- Opening Delimiter -
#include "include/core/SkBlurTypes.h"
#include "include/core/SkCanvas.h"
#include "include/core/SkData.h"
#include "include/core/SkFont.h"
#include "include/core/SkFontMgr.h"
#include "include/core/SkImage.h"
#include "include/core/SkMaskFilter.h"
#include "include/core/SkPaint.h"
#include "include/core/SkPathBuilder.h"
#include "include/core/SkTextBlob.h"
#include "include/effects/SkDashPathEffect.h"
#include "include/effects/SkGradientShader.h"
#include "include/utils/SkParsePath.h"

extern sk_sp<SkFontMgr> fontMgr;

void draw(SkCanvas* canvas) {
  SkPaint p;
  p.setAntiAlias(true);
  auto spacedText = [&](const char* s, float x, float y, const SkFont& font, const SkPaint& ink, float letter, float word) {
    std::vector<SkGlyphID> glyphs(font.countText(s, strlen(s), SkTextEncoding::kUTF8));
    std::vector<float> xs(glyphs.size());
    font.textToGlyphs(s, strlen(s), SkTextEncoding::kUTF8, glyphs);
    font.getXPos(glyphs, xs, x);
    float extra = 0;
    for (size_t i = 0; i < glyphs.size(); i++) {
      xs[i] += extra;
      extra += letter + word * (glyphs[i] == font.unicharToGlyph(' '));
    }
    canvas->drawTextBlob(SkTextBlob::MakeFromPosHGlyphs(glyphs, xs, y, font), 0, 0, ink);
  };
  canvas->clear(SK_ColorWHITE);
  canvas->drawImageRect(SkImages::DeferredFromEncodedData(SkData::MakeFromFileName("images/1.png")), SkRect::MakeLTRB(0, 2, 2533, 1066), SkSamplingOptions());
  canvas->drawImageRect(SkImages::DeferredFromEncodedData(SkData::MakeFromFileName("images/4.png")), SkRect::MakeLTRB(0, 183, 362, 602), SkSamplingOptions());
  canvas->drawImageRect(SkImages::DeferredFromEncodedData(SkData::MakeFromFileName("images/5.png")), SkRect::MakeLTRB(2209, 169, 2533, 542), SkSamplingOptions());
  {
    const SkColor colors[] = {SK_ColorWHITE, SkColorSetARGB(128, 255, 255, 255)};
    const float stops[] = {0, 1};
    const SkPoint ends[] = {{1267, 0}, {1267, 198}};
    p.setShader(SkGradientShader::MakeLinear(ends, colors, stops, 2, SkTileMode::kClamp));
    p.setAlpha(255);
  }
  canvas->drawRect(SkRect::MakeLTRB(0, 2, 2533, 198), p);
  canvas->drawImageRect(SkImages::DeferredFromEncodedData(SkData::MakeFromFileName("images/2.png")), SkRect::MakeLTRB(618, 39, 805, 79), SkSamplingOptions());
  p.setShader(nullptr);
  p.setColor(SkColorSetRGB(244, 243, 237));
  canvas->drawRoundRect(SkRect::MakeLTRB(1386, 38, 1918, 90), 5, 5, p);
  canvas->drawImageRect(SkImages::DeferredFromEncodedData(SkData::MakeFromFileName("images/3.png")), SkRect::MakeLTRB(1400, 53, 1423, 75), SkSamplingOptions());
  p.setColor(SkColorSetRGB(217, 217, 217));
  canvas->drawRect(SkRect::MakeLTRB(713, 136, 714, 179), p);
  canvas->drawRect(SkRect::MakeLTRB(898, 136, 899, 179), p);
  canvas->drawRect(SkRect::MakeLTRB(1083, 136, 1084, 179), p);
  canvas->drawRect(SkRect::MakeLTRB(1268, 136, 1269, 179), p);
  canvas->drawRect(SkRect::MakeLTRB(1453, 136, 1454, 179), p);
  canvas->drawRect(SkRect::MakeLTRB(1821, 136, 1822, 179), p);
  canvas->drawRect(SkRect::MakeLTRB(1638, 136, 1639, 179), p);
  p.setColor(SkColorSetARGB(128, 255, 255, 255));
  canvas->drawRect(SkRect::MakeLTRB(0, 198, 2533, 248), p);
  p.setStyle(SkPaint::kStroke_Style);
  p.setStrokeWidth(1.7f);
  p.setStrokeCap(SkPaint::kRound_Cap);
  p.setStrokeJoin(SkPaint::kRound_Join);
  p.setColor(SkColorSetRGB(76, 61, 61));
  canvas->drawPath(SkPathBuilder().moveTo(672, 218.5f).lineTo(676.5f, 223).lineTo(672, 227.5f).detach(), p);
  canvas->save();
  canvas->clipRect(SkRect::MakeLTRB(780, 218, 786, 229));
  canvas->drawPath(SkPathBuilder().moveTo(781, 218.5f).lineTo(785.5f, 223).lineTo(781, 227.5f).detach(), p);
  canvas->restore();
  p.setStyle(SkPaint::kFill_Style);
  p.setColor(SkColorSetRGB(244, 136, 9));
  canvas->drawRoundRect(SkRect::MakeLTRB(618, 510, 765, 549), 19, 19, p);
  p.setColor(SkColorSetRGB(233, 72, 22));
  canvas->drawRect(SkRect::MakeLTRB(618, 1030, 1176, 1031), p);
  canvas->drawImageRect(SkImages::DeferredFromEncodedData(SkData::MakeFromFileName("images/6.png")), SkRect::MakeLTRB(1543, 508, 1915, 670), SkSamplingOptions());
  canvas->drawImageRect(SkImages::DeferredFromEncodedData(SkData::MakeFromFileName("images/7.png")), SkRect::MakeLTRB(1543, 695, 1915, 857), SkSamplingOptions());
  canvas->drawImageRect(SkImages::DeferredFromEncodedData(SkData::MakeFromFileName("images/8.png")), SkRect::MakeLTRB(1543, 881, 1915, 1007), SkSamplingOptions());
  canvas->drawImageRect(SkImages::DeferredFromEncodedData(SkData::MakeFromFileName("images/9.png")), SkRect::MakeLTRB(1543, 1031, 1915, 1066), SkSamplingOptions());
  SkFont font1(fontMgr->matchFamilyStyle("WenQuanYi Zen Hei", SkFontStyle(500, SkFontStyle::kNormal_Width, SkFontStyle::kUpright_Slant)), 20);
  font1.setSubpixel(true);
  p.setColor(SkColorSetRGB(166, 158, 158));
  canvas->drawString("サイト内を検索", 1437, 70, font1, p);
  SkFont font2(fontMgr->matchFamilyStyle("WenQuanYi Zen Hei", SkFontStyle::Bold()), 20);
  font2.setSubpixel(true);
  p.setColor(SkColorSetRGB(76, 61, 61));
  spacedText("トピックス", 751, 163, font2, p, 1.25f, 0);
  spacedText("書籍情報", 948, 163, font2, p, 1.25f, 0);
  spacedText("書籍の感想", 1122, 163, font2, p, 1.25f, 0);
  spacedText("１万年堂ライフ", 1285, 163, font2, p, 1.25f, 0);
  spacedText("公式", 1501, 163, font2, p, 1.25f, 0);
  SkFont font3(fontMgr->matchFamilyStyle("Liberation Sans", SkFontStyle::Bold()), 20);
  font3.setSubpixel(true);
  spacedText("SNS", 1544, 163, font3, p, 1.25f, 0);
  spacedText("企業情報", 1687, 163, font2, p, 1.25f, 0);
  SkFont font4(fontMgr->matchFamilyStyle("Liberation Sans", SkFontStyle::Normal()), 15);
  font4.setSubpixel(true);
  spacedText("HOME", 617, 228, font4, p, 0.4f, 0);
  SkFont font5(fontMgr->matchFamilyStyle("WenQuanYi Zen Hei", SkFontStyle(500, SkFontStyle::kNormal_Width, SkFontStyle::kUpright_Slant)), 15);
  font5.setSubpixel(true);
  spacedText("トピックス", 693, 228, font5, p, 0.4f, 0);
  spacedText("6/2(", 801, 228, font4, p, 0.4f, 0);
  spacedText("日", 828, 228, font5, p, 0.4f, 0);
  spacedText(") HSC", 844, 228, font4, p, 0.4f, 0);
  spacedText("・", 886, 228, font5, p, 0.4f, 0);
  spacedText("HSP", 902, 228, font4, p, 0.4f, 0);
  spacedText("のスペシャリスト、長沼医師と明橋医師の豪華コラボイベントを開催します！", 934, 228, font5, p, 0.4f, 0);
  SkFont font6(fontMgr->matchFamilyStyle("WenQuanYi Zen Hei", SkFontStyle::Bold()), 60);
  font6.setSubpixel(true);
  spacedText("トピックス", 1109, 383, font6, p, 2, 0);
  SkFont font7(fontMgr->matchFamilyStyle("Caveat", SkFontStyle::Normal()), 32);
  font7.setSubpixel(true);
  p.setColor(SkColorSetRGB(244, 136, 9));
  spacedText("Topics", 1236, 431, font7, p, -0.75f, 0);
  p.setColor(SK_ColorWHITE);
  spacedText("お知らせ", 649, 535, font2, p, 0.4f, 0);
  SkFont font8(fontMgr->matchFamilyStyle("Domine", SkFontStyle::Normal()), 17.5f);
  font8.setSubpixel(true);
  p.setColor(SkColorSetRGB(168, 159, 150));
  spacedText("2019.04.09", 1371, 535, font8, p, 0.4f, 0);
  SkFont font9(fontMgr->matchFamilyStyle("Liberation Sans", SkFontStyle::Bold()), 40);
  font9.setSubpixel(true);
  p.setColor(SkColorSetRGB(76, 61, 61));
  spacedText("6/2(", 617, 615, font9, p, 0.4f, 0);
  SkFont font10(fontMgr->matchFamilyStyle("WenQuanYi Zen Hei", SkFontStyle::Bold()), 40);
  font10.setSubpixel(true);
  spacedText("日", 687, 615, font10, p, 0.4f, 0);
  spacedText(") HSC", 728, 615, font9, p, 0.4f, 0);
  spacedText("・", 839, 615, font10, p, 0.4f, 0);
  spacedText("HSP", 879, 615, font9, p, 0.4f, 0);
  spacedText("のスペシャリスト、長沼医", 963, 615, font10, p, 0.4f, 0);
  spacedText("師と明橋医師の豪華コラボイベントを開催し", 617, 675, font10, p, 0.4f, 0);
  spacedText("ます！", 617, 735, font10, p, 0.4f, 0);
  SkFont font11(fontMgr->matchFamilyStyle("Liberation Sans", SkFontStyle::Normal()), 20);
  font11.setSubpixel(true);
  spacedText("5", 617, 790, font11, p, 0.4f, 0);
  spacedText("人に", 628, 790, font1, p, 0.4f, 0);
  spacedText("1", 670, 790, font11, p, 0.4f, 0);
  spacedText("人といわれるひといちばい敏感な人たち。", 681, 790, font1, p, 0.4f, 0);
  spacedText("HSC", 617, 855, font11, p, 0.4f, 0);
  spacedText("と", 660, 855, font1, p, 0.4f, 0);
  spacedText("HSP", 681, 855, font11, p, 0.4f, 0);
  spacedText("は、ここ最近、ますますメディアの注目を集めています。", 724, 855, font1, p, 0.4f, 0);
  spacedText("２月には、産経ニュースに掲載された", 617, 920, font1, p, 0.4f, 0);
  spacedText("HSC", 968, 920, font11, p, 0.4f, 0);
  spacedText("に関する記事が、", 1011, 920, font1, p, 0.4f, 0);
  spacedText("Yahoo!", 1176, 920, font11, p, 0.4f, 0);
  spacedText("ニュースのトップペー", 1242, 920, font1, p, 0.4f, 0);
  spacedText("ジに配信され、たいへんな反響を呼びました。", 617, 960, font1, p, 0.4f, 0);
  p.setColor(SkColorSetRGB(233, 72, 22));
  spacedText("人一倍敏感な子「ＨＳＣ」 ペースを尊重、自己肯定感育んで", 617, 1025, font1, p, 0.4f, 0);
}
- Closing Delimiter -
Task item → In the material above, which lines contain "glyphs"? Copy each of them.

Written response →
    std::vector<SkGlyphID> glyphs(font.countText(s, strlen(s), SkTextEncoding::kUTF8));
    std::vector<float> xs(glyphs.size());
    font.textToGlyphs(s, strlen(s), SkTextEncoding::kUTF8, glyphs);
    font.getXPos(glyphs, xs, x);
    for (size_t i = 0; i < glyphs.size(); i++) {
      extra += letter + word * (glyphs[i] == font.unicharToGlyph(' '));
    canvas->drawTextBlob(SkTextBlob::MakeFromPosHGlyphs(glyphs, xs, y, font), 0, 0, ink);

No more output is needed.